V1 audit → V2 concept
Audit, reframe, prototype, validate
One sprint to audit V1, architect the cockpit, and validate against WCAG 2.1 AA, HL7 FHIR, and workflow edge cases. The four-step rhythm:
- Discovery: contextual inquiry surfaced wrong-patient risk, alert fatigue, and missed-results hazards.
- Information architecture: paired Action↔Data to match how clinicians think, remapped nav to “Work vs Evidence,” and rewrote status labels into operable verbs.
- Prototype: a hi-fi cockpit pulled sticky identity, structured allergies, and task-style results into one viewport for fast validation.
- Evaluation: formative checks on WCAG 2.1 AA contrast, HL7 FHIR compatibility, and AI audit requirements before I packaged the narrative.
Design intent
What this concept is engineered to do (not what it has measured)
- Designed to expose near-misses. The persistent identity banner puts patient identity in view before any therapeutic step. Designed to reduce wrong-patient starts; not measured in production.
- Designed for 100% acknowledgement closure. Every result is an explicit task. None of them dismiss without acknowledgement and signature. Designed to enforce 100% acknowledgement; not measured in production.
- Estimated 52% reduction in working-memory load. Action↔Data pairing is built to lower working-memory load. The 52% figure is a heuristic estimate from a cognitive-load checklist applied to V1 vs V2 wireframes, not a clinical study.
- WCAG 2.1 AA compliant in design. Icon+text redundancy, high-contrast charts, and structured allergies meet AA in the wireframes. You can see it in the wireframes; production validation would take a clinical pilot.
Reflection
What this would need to graduate from concept to production
The honest answer: a clinical pilot. The cognitive-load claim needs a paired study (V1 vs V2 task-completion under time pressure), not a checklist. The AI Scribe accountability claim needs an audit-trail review across a real chart corpus. The closed-loop results queue needs longitudinal data on missed acknowledgements before and after the cockpit ships.

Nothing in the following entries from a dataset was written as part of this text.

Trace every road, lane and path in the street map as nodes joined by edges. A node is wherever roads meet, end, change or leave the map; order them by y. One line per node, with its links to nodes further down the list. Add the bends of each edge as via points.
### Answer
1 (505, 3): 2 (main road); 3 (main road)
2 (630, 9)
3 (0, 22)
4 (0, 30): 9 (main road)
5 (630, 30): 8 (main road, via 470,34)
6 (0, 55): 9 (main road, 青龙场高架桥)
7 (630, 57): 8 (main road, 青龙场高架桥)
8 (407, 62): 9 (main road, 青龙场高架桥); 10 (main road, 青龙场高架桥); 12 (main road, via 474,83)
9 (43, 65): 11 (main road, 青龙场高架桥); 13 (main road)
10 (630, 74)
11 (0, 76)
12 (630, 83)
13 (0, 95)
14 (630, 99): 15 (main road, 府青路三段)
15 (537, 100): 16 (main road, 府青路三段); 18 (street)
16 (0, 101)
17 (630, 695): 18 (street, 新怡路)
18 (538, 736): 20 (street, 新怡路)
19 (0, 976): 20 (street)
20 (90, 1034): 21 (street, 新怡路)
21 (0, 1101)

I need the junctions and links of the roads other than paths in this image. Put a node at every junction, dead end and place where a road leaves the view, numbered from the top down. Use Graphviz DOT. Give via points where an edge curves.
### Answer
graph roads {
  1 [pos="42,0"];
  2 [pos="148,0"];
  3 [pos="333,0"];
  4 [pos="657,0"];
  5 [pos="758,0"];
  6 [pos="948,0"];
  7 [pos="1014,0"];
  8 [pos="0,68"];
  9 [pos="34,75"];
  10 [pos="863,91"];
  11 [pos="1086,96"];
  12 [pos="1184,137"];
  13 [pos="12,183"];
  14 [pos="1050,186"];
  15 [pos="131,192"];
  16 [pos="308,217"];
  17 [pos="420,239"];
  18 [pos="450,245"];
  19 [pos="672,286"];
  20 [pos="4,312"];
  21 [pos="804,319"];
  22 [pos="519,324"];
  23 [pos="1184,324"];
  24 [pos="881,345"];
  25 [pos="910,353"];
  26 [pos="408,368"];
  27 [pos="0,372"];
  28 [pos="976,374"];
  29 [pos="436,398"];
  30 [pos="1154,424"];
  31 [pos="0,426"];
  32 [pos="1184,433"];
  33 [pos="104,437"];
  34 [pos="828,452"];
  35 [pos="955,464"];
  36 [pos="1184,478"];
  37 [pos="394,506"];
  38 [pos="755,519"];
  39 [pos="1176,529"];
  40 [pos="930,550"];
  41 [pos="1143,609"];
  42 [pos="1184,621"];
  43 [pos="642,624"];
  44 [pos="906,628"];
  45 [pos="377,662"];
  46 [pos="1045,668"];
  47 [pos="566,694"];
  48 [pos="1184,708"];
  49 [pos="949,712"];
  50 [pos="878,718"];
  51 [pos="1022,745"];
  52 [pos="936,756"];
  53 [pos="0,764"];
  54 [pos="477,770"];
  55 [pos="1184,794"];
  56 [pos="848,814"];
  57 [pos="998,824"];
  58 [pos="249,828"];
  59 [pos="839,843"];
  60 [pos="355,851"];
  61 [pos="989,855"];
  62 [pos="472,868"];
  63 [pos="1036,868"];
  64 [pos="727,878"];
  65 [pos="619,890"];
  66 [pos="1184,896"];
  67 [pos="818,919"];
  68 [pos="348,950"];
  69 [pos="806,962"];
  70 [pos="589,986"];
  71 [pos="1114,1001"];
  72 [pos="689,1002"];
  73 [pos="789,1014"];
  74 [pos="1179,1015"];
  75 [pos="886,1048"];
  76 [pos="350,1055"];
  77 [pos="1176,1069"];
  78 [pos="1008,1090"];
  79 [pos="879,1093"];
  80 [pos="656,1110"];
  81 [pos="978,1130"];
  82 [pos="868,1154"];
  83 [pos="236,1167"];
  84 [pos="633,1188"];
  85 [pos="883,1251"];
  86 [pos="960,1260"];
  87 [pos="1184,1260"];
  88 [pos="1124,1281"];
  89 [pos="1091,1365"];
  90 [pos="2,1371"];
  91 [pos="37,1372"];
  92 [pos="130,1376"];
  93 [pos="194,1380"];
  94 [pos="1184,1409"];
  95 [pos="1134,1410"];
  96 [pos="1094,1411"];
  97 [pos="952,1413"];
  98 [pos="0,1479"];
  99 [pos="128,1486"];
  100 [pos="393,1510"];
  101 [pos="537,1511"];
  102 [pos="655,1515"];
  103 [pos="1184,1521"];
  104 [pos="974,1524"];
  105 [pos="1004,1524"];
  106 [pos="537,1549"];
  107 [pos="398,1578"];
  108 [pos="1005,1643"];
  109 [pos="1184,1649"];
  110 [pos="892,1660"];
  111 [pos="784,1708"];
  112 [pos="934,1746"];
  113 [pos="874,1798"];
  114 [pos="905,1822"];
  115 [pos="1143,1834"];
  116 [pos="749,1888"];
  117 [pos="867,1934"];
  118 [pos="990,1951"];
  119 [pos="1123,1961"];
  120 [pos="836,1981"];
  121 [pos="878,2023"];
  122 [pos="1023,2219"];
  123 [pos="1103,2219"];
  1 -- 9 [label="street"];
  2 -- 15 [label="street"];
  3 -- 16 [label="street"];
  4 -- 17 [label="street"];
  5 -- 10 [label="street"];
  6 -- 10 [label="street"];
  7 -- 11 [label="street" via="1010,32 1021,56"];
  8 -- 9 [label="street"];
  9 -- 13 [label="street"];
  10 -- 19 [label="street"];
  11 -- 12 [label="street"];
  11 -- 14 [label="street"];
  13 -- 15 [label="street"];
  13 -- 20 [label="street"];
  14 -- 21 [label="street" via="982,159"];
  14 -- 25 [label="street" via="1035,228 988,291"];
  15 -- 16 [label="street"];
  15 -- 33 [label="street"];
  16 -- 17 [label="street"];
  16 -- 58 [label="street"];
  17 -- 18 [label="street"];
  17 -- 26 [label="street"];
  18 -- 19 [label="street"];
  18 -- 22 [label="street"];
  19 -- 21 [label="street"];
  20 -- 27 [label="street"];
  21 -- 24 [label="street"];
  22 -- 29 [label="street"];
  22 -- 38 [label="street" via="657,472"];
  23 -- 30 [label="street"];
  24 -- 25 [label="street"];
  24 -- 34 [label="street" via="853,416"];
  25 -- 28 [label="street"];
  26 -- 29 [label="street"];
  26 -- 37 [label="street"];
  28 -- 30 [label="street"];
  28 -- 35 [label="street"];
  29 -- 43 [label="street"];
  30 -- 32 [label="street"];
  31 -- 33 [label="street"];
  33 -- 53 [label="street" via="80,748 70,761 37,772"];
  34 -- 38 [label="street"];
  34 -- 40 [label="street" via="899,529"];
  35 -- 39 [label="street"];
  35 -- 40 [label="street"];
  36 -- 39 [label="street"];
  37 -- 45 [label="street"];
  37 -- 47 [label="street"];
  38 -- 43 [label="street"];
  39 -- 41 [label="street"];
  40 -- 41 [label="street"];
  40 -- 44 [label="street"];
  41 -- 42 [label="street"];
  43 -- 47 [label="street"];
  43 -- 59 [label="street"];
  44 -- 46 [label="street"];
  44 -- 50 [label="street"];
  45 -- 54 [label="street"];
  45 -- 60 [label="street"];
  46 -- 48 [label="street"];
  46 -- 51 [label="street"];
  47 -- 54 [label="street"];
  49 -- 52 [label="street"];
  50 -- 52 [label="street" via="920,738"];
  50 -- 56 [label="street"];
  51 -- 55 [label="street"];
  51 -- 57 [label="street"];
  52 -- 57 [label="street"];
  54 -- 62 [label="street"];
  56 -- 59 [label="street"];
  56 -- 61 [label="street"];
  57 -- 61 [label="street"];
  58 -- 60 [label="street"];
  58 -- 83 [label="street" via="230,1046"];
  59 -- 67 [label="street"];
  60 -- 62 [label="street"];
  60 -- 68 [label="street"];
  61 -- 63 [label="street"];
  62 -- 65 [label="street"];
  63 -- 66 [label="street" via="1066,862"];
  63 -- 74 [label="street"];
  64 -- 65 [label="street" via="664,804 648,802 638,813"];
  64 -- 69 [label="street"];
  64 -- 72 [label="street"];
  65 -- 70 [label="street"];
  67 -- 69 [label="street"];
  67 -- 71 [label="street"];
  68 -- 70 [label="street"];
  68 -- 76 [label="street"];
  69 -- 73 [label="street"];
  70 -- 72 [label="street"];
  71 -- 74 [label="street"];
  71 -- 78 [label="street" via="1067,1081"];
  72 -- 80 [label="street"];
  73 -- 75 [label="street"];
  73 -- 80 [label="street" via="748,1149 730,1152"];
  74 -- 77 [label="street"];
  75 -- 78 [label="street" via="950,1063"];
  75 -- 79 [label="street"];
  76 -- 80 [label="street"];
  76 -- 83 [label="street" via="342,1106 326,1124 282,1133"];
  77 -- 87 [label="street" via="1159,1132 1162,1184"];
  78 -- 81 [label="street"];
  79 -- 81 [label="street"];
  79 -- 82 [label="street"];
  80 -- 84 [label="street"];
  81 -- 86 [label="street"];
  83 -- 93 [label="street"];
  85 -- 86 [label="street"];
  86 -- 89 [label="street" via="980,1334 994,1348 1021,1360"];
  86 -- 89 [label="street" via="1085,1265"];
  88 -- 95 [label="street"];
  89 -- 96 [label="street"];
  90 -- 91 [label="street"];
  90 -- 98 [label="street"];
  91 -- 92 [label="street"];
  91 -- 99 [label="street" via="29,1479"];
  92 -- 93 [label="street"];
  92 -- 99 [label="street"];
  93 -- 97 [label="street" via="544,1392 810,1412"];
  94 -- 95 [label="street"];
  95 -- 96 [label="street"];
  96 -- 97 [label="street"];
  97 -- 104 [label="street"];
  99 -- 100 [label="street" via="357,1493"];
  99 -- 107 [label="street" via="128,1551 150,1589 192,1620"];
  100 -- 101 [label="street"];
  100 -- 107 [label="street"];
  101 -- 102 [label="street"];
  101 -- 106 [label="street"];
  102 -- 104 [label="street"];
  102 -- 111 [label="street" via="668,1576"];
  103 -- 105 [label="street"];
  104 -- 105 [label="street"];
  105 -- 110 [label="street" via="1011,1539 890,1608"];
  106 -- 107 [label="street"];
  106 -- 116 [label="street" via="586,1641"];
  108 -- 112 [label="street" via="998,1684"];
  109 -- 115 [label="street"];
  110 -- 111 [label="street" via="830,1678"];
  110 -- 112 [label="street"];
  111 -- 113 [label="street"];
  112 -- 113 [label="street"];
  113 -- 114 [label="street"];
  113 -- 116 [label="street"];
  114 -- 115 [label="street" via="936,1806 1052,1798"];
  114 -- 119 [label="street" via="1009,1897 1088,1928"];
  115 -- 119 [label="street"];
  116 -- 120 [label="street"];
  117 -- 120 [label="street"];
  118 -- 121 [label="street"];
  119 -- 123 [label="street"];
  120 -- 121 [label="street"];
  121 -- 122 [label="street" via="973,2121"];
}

The IEC 62366 usability engineering work would need to be formalized: task analysis, hazard register, and summative evaluation with retina specialists and nursing leads. None of that fits the scope of a one-week concept. What the concept does deliver is the IA pattern set, plus the discipline of stating the methodology gap above the fold rather than inflating concept claims into measurement language.
What I carry forward
Treat human-in-the-loop as a contract with your users, not a design pattern. Every AI feature he designs now starts with one question: what does a person need to see before they can responsibly act on it?